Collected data
□ □ □
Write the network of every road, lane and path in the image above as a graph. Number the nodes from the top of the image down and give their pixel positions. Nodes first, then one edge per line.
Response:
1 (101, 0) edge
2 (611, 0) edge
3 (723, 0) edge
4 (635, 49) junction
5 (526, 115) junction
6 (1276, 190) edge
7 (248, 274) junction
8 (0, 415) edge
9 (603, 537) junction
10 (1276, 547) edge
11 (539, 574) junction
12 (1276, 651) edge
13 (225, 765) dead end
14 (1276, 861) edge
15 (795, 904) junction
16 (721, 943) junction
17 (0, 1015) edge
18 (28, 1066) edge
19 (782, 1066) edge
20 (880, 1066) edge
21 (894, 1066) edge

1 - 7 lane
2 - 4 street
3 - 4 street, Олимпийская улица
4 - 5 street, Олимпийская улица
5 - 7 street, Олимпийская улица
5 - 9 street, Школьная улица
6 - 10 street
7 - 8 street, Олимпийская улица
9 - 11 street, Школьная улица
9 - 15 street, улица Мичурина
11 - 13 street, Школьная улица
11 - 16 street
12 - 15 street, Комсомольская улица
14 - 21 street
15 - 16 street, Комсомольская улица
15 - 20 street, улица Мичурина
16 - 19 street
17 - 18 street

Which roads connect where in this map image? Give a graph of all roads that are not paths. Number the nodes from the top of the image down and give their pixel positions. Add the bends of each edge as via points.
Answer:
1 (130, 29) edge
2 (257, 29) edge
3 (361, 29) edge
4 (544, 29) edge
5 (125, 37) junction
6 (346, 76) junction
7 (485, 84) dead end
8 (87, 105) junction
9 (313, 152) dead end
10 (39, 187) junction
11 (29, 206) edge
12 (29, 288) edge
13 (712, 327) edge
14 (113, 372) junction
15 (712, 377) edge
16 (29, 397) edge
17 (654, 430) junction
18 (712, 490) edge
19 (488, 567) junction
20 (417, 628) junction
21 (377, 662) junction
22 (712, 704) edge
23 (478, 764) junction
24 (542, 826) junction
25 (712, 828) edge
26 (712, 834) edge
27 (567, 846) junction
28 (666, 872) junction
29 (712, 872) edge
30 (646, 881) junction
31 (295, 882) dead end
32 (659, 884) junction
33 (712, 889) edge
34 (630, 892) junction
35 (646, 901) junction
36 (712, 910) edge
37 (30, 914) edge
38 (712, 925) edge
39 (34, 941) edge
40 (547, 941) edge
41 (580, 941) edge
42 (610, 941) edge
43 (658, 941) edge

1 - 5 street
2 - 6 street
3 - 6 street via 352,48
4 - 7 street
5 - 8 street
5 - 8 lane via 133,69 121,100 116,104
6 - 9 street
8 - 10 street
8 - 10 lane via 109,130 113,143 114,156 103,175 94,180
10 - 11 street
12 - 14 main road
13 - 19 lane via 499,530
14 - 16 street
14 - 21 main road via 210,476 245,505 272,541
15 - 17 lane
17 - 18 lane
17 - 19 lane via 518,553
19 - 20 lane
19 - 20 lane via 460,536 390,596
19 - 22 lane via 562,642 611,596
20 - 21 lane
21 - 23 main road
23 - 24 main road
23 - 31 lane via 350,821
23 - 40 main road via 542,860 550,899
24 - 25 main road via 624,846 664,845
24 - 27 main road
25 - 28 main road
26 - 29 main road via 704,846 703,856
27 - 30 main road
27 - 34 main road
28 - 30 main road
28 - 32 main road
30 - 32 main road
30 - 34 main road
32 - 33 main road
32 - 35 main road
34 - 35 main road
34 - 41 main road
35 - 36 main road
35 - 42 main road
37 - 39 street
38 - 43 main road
□ □ □
> TASK DIRECTIONS:
What's needed is a word-for-word restatement of all the entries.

> PROBLEM SOLUTION:
Write the network of every road, lane and path in the image above as a graph. Number the nodes from the top of the image down and give their pixel positions. Nodes first, then one edge per line.
Response:
1 (101, 0) edge
2 (611, 0) edge
3 (723, 0) edge
4 (635, 49) junction
5 (526, 115) junction
6 (1276, 190) edge
7 (248, 274) junction
8 (0, 415) edge
9 (603, 537) junction
10 (1276, 547) edge
11 (539, 574) junction
12 (1276, 651) edge
13 (225, 765) dead end
14 (1276, 861) edge
15 (795, 904) junction
16 (721, 943) junction
17 (0, 1015) edge
18 (28, 1066) edge
19 (782, 1066) edge
20 (880, 1066) edge
21 (894, 1066) edge

1 - 7 lane
2 - 4 street
3 - 4 street, Олимпийская улица
4 - 5 street, Олимпийская улица
5 - 7 street, Олимпийская улица
5 - 9 street, Школьная улица
6 - 10 street
7 - 8 street, Олимпийская улица
9 - 11 street, Школьная улица
9 - 15 street, улица Мичурина
11 - 13 street, Школьная улица
11 - 16 street
12 - 15 street, Комсомольская улица
14 - 21 street
15 - 16 street, Комсомольская улица
15 - 20 street, улица Мичурина
16 - 19 street
17 - 18 street

Which roads connect where in this map image? Give a graph of all roads that are not paths. Number the nodes from the top of the image down and give their pixel positions. Add the bends of each edge as via points.
Answer:
1 (130, 29) edge
2 (257, 29) edge
3 (361, 29) edge
4 (544, 29) edge
5 (125, 37) junction
6 (346, 76) junction
7 (485, 84) dead end
8 (87, 105) junction
9 (313, 152) dead end
10 (39, 187) junction
11 (29, 206) edge
12 (29, 288) edge
13 (712, 327) edge
14 (113, 372) junction
15 (712, 377) edge
16 (29, 397) edge
17 (654, 430) junction
18 (712, 490) edge
19 (488, 567) junction
20 (417, 628) junction
21 (377, 662) junction
22 (712, 704) edge
23 (478, 764) junction
24 (542, 826) junction
25 (712, 828) edge
26 (712, 834) edge
27 (567, 846) junction
28 (666, 872) junction
29 (712, 872) edge
30 (646, 881) junction
31 (295, 882) dead end
32 (659, 884) junction
33 (712, 889) edge
34 (630, 892) junction
35 (646, 901) junction
36 (712, 910) edge
37 (30, 914) edge
38 (712, 925) edge
39 (34, 941) edge
40 (547, 941) edge
41 (580, 941) edge
42 (610, 941) edge
43 (658, 941) edge

1 - 5 street
2 - 6 street
3 - 6 street via 352,48
4 - 7 street
5 - 8 street
5 - 8 lane via 133,69 121,100 116,104
6 - 9 street
8 - 10 street
8 - 10 lane via 109,130 113,143 114,156 103,175 94,180
10 - 11 street
12 - 14 main road
13 - 19 lane via 499,530
14 - 16 street
14 - 21 main road via 210,476 245,505 272,541
15 - 17 lane
17 - 18 lane
17 - 19 lane via 518,553
19 - 20 lane
19 - 20 lane via 460,536 390,596
19 - 22 lane via 562,642 611,596
20 - 21 lane
21 - 23 main road
23 - 24 main road
23 - 31 lane via 350,821
23 - 40 main road via 542,860 550,899
24 - 25 main road via 624,846 664,845
24 - 27 main road
25 - 28 main road
26 - 29 main road via 704,846 703,856
27 - 30 main road
27 - 34 main road
28 - 30 main road
28 - 32 main road
30 - 32 main road
30 - 34 main road
32 - 33 main road
32 - 35 main road
34 - 35 main road
34 - 41 main road
35 - 36 main road
35 - 42 main road
37 - 39 street
38 - 43 main road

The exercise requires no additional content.